### AIM OF THE TASK
Find each line below containing the word "Ruth" and copy it.

⁂

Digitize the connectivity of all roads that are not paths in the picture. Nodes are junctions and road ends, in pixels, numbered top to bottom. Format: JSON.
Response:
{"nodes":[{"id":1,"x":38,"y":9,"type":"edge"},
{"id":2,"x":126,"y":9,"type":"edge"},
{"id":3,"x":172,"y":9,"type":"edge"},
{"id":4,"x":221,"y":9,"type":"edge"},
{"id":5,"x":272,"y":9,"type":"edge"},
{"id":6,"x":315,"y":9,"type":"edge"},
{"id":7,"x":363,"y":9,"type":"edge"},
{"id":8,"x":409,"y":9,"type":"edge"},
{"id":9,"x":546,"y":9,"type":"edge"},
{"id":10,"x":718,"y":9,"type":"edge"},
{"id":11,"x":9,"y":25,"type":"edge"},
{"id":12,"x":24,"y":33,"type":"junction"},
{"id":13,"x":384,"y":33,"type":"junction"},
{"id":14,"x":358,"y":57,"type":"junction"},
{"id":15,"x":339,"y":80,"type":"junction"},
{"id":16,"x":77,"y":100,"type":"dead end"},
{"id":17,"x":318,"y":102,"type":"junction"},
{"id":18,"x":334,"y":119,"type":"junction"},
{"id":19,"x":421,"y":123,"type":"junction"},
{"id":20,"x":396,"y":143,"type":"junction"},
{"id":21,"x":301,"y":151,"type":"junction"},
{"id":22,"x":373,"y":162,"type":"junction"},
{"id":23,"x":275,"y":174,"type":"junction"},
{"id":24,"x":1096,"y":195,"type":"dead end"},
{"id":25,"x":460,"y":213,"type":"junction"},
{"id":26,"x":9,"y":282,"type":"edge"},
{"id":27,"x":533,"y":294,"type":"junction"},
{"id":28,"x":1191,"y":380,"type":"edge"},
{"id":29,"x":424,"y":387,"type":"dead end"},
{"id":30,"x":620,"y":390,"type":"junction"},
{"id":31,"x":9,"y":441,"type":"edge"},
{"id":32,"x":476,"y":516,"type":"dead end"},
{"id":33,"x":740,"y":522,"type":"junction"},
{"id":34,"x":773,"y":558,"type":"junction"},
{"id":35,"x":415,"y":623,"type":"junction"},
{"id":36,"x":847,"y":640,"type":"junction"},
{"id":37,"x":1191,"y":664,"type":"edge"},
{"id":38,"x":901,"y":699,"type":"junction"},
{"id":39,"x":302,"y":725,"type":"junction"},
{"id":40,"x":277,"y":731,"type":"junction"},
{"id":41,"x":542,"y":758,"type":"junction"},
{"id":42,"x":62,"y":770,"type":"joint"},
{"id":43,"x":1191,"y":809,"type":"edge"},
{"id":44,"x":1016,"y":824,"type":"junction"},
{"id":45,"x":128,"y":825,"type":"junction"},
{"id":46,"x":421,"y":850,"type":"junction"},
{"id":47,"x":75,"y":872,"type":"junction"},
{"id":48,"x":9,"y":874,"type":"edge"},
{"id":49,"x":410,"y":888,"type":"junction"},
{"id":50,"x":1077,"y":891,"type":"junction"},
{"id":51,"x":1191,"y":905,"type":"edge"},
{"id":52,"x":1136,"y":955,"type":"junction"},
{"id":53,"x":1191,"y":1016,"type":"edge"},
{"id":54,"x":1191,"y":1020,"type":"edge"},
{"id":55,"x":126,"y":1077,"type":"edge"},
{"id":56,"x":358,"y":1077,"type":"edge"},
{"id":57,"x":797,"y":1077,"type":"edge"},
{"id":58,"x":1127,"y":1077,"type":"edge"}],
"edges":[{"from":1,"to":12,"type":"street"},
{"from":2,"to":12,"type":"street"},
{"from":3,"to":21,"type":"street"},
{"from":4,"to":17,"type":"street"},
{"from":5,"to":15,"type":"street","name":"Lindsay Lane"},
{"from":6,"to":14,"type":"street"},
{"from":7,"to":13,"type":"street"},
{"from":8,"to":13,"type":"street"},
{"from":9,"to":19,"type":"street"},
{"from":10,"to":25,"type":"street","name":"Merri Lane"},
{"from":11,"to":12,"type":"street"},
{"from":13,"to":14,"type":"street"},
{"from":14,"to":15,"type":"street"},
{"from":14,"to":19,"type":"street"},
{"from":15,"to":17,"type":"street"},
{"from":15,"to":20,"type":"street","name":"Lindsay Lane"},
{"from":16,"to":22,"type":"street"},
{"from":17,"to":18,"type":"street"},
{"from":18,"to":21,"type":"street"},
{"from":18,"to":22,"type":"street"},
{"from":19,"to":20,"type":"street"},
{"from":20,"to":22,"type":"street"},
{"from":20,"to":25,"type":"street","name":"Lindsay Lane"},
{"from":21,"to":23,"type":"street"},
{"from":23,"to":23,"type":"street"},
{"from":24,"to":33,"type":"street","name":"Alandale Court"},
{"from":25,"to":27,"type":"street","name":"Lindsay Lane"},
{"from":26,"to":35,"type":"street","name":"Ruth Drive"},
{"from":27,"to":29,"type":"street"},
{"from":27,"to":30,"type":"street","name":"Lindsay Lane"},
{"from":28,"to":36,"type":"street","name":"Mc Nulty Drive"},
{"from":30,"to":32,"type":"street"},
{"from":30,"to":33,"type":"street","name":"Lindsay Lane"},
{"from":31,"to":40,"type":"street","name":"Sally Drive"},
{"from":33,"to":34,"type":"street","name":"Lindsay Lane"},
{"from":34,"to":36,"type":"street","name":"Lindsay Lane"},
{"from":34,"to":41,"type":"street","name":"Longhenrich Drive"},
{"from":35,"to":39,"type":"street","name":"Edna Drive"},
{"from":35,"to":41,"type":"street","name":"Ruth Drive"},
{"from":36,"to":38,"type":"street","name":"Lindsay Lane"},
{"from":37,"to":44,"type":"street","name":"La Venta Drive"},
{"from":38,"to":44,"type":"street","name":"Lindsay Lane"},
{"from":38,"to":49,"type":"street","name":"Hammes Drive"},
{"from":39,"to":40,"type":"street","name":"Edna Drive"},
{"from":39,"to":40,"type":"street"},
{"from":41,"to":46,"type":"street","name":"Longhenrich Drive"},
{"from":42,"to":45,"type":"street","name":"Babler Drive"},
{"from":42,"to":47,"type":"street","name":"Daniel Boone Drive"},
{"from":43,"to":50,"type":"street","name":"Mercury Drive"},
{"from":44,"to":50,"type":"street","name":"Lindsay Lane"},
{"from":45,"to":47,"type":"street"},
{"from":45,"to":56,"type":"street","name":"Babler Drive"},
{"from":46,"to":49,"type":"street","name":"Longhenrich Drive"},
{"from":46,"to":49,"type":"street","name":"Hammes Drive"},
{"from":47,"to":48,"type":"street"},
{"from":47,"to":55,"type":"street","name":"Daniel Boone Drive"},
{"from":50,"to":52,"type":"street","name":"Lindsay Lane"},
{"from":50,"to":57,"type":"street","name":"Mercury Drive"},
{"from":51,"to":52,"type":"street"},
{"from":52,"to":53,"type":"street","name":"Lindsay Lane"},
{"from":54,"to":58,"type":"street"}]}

⁂

### ANSWER BOX
{"from":26,"to":35,"type":"street","name":"Ruth Drive"},
{"from":35,"to":41,"type":"street","name":"Ruth Drive"},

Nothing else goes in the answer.